Like Velcro, cordless tools and wireless technology, innovations as a result of research by the National Aeronautics and Space Agency have definitely changed the habits of everyday life. These technological improvements extend even to gardening, and investigations into plant growth beneath light-emitting diodes, or LEDs, may permanently alter how plants are started and grown indoors. Though fluorescents have long been the standard light source for starting seeds indoors, LEDs have a number of advantages that may eventually make the use of fluorescents for plant growing as obsolete as the telegraph.

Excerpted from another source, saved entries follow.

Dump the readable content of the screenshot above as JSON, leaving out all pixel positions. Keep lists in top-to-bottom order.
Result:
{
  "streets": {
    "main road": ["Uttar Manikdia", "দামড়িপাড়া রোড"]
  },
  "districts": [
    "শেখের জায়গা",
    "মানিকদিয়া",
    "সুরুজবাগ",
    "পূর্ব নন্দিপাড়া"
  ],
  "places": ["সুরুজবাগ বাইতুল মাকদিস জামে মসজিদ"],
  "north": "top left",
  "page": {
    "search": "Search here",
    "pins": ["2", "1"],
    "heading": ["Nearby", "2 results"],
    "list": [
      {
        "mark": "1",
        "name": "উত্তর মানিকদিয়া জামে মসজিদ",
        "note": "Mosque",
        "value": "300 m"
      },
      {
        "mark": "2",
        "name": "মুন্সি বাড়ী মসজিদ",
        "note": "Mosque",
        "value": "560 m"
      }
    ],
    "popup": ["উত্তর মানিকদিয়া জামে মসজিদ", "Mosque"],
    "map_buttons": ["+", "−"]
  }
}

Have a look at almost any electronic device — it probably has an LED someplace on it, usually to indicate that the device has power. Though these indicator lights have been deliberately dark, recent strides in LED technology have resulted in much more powerful lights which are gaining traction for use in general lighting in addition to for specific uses like plant growing. Contrary to fluorescents, which emit light in a broad spectrum, LEDs are designed to emit light in narrow bands, which may be combined to achieve particular outcomes. Long-lived, incredibly efficient and generating little to no heat, LEDs reduce the power invoice, rarely need replacing, don’t break easily and almost eliminate the need to give additional ventilation or airflow above plants to cool them. Although still costlier than fluorescents, new LED products developed especially for plant growing can be plugged into the wall and linked as needed to form a chain or set of lights.
Factors for Plant Growth
One disadvantage to LED grow lights is their psychedelic look. Since plants use only blue and red wavelengths of light for photosynthesis and growth, LED grow lights utilize mixtures of blue and red bulbs that result in an extreme purplish glow. Much of the analysis so far indicates that these blue and red LEDs result in stronger, more vigorous plant growth compared to fluorescent bulbs over the same time. However, since LEDs are designed to emit light in a really specific wavelength, and not all blue-red LEDs create an equal amount and quality of lighting, research continues on how many species of plants germinate and perform under different kinds of LEDs. Early adopters of this technology will probably find that greater products will become accessible as research progresses.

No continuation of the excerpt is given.